### Your objective:
Could you transcribe every record below exactly as it stands?

Dataset entries
▬▬▬
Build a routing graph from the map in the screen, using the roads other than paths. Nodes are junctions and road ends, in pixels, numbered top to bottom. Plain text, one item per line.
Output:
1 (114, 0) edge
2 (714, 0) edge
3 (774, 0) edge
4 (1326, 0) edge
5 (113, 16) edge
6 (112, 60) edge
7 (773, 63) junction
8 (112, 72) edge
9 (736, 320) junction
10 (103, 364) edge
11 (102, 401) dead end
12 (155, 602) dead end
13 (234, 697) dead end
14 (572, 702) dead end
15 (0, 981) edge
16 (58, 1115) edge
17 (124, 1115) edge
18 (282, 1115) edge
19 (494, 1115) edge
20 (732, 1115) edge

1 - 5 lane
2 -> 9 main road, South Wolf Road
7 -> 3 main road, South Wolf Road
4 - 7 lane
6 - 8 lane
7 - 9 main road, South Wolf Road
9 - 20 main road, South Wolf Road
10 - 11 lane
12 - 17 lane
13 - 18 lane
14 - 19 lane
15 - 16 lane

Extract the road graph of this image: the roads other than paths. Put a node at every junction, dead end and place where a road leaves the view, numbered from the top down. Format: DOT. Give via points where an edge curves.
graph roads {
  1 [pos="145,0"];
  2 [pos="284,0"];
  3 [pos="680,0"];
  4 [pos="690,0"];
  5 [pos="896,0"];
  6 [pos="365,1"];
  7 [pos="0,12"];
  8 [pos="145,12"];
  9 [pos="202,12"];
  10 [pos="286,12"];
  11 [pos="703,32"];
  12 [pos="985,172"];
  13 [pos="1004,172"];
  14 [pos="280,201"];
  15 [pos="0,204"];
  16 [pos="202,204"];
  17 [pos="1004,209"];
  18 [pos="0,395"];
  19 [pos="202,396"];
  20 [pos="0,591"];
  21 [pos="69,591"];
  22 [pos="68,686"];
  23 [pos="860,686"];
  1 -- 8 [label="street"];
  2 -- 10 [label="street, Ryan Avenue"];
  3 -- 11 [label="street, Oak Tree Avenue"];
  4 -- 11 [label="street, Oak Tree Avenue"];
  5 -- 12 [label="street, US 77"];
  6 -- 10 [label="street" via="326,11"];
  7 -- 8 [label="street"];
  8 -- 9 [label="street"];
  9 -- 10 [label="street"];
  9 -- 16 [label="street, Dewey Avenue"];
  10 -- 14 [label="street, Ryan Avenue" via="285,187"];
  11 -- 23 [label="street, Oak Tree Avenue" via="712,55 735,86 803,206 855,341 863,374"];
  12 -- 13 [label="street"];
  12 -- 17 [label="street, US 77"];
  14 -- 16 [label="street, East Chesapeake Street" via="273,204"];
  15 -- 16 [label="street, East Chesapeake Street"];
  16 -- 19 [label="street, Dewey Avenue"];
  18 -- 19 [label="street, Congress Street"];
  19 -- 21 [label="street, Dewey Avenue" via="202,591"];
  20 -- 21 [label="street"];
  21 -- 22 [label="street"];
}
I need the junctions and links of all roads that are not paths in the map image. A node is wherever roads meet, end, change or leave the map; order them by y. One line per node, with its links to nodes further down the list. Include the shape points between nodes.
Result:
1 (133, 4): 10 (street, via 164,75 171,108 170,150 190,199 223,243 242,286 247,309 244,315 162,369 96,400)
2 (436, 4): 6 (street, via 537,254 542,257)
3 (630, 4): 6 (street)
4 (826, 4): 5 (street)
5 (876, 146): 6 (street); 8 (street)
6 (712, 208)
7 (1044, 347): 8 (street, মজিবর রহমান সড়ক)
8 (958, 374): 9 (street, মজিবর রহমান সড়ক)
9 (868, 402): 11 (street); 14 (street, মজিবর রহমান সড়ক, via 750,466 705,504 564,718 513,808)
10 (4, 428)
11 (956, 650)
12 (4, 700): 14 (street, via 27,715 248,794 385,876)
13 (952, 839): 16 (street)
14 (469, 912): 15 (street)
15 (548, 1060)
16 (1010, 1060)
▬▬▬
### Exercise solution:
Build a routing graph from the map in the screen, using the roads other than paths. Nodes are junctions and road ends, in pixels, numbered top to bottom. Plain text, one item per line.
Output:
1 (114, 0) edge
2 (714, 0) edge
3 (774, 0) edge
4 (1326, 0) edge
5 (113, 16) edge
6 (112, 60) edge
7 (773, 63) junction
8 (112, 72) edge
9 (736, 320) junction
10 (103, 364) edge
11 (102, 401) dead end
12 (155, 602) dead end
13 (234, 697) dead end
14 (572, 702) dead end
15 (0, 981) edge
16 (58, 1115) edge
17 (124, 1115) edge
18 (282, 1115) edge
19 (494, 1115) edge
20 (732, 1115) edge

1 - 5 lane
2 -> 9 main road, South Wolf Road
7 -> 3 main road, South Wolf Road
4 - 7 lane
6 - 8 lane
7 - 9 main road, South Wolf Road
9 - 20 main road, South Wolf Road
10 - 11 lane
12 - 17 lane
13 - 18 lane
14 - 19 lane
15 - 16 lane

Extract the road graph of this image: the roads other than paths. Put a node at every junction, dead end and place where a road leaves the view, numbered from the top down. Format: DOT. Give via points where an edge curves.
graph roads {
  1 [pos="145,0"];
  2 [pos="284,0"];
  3 [pos="680,0"];
  4 [pos="690,0"];
  5 [pos="896,0"];
  6 [pos="365,1"];
  7 [pos="0,12"];
  8 [pos="145,12"];
  9 [pos="202,12"];
  10 [pos="286,12"];
  11 [pos="703,32"];
  12 [pos="985,172"];
  13 [pos="1004,172"];
  14 [pos="280,201"];
  15 [pos="0,204"];
  16 [pos="202,204"];
  17 [pos="1004,209"];
  18 [pos="0,395"];
  19 [pos="202,396"];
  20 [pos="0,591"];
  21 [pos="69,591"];
  22 [pos="68,686"];
  23 [pos="860,686"];
  1 -- 8 [label="street"];
  2 -- 10 [label="street, Ryan Avenue"];
  3 -- 11 [label="street, Oak Tree Avenue"];
  4 -- 11 [label="street, Oak Tree Avenue"];
  5 -- 12 [label="street, US 77"];
  6 -- 10 [label="street" via="326,11"];
  7 -- 8 [label="street"];
  8 -- 9 [label="street"];
  9 -- 10 [label="street"];
  9 -- 16 [label="street, Dewey Avenue"];
  10 -- 14 [label="street, Ryan Avenue" via="285,187"];
  11 -- 23 [label="street, Oak Tree Avenue" via="712,55 735,86 803,206 855,341 863,374"];
  12 -- 13 [label="street"];
  12 -- 17 [label="street, US 77"];
  14 -- 16 [label="street, East Chesapeake Street" via="273,204"];
  15 -- 16 [label="street, East Chesapeake Street"];
  16 -- 19 [label="street, Dewey Avenue"];
  18 -- 19 [label="street, Congress Street"];
  19 -- 21 [label="street, Dewey Avenue" via="202,591"];
  20 -- 21 [label="street"];
  21 -- 22 [label="street"];
}
I need the junctions and links of all roads that are not paths in the map image. A node is wherever roads meet, end, change or leave the map; order them by y. One line per node, with its links to nodes further down the list. Include the shape points between nodes.
Result:
1 (133, 4): 10 (street, via 164,75 171,108 170,150 190,199 223,243 242,286 247,309 244,315 162,369 96,400)
2 (436, 4): 6 (street, via 537,254 542,257)
3 (630, 4): 6 (street)
4 (826, 4): 5 (street)
5 (876, 146): 6 (street); 8 (street)
6 (712, 208)
7 (1044, 347): 8 (street, মজিবর রহমান সড়ক)
8 (958, 374): 9 (street, মজিবর রহমান সড়ক)
9 (868, 402): 11 (street); 14 (street, মজিবর রহমান সড়ক, via 750,466 705,504 564,718 513,808)
10 (4, 428)
11 (956, 650)
12 (4, 700): 14 (street, via 27,715 248,794 385,876)
13 (952, 839): 16 (street)
14 (469, 912): 15 (street)
15 (548, 1060)
16 (1010, 1060)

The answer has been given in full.